Project Governance

Project governance refers to the management framework within which project decisions are made. Project governance is considered as a critical element of any project as \the accountabilities and responsibilities associated with an organization’s business as usual activities are laid down in their organizational governance arrangements, seldom does an equivalent framework exist to govern the development of its capital investments. The organization chart provides an overview of the responsibilities for any particular operational activity. Therefore it becomes important to develop a project governance policy; else no such chart is likely to exist for project development activity.

The primary aim of the project governance is to provide a decision making framework that is logical, robust and repeatable to govern an organization’s capital investments so that organization have a structured approach for conducting both its business as usual activities and its business change, or project, activities.

Pillars of Project Governance

The process of decision making framework in the process of development of project governance is supported by three pillars – Structure, People and Informtion

Structure

Structure refers to the governance committee structure. These includes,

  1. Capital Expenditure Board that sanction resources (capital, human and other) to projects.
  2. The portfolio committee who ensures that the right project are selected
  3. Project Board or Project Steering Committee
  4. Various stakeholder groups and user groups
  5. Program , governing a group of related projects of which this is one, and possibly some form of portfolio decision making group.

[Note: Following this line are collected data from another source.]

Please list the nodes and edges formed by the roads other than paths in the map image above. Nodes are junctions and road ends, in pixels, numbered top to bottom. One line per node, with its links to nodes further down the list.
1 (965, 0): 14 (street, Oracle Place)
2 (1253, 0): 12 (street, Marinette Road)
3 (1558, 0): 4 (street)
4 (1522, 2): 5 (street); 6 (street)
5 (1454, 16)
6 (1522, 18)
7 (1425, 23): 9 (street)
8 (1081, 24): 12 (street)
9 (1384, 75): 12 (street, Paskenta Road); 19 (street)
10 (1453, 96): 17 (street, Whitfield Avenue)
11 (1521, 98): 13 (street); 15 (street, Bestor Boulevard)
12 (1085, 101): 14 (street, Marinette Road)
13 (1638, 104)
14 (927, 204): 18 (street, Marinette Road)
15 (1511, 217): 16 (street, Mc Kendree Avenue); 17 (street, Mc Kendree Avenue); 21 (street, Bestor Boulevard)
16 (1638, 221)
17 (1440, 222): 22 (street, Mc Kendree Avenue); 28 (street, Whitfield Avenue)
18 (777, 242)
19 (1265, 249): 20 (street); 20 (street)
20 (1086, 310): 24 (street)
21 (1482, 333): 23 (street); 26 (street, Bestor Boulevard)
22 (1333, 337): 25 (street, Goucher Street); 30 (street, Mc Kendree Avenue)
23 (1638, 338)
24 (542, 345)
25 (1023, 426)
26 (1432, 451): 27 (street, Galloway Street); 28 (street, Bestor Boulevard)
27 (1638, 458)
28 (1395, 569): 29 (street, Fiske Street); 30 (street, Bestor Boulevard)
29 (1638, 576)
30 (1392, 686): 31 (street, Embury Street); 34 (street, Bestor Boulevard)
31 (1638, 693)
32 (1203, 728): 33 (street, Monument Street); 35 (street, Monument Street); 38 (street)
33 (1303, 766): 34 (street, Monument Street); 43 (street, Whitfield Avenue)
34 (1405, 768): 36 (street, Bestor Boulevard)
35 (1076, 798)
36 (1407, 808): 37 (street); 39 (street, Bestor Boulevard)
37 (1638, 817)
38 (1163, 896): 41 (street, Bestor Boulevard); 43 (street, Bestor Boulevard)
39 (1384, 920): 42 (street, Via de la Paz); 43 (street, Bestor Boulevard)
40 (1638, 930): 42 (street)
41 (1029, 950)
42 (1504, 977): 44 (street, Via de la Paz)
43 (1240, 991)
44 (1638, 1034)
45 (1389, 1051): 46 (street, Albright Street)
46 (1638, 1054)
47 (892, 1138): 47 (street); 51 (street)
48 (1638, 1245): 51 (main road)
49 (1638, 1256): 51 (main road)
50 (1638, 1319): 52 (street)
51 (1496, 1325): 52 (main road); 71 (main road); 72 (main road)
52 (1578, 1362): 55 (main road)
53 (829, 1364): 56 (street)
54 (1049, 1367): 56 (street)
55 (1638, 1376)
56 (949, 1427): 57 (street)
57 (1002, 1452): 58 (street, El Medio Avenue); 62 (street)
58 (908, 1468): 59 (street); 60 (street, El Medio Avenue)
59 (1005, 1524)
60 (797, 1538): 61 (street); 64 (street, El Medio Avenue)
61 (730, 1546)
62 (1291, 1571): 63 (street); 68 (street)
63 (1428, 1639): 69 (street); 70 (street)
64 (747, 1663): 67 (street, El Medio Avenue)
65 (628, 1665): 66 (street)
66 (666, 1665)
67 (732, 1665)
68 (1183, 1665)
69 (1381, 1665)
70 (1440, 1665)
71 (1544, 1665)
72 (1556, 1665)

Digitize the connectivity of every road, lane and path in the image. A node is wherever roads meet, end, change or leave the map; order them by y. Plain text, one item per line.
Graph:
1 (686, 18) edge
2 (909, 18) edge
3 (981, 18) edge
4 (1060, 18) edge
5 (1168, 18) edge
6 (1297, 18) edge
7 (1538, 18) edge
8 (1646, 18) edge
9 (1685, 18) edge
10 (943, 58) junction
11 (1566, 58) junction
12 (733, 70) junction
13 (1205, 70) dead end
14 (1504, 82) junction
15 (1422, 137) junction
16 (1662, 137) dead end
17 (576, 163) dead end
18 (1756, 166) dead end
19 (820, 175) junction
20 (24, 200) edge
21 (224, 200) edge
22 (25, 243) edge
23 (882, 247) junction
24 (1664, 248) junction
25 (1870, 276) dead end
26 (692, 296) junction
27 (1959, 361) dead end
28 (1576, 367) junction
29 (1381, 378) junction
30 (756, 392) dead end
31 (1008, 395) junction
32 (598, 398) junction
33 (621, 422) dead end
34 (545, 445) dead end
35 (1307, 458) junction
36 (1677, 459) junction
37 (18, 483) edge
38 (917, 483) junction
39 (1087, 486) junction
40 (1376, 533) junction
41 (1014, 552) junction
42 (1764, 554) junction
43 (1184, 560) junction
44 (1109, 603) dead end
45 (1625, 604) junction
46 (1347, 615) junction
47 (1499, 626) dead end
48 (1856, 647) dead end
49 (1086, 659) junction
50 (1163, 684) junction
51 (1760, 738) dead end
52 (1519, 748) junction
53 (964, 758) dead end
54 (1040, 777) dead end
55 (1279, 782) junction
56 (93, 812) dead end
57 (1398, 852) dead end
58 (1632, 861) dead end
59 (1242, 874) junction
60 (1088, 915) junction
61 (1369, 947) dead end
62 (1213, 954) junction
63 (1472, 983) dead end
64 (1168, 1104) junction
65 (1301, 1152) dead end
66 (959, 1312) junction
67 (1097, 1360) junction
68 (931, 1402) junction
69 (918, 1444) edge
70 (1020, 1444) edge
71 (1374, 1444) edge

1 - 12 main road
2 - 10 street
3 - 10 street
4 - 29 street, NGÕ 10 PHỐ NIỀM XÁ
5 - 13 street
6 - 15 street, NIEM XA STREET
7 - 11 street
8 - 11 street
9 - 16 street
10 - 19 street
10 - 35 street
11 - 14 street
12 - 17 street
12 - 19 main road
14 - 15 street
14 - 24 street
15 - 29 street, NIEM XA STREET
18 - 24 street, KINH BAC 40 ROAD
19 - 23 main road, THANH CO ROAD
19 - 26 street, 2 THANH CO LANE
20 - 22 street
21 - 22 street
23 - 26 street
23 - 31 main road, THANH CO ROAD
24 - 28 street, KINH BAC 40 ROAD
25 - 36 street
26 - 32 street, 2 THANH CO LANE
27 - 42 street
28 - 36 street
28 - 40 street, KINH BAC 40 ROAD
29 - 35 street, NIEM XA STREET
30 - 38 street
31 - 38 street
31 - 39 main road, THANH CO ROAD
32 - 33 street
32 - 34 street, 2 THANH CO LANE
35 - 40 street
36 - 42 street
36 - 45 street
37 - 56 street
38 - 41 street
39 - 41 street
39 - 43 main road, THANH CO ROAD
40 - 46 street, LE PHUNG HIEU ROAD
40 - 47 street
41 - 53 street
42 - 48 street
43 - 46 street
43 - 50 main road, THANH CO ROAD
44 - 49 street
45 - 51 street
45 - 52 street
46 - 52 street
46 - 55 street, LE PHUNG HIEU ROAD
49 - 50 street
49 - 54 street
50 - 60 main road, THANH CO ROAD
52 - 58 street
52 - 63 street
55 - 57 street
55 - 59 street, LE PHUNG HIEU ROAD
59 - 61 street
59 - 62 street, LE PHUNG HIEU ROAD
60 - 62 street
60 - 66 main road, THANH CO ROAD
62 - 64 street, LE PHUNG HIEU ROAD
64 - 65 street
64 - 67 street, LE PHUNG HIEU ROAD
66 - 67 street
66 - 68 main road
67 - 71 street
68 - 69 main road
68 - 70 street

Here, it is very important to lay down the decision rights of all these committees and how they relate in the policy and procedural documentation. Some of the other governing bodies include,

  1. Functional Management: It is responsible for the tactical governance of project team members and their work and deliverables
  2. Project team: It is responsible for operational governance of project resources and activities
  3. Review and auditing: It functions as independent process governance and deliverable and information quality
  4. Financial auditing: It is responsible for independent financial compliance auditing
People

The success of the committee structure depends majorly upon the people that are a part of the governance committees. The committee membership is thereby determined by the nature of the project including other factors that are also considered while determining the membership of program and portfolio boards which in turn helps in finding which organisational roles should be represented on the committee.

Information

The third pillar of project governance is the information that is used to inform decision makers consisting of regular project reports, issues and risks escalated by the Project Manager including certain key documents that describe the project.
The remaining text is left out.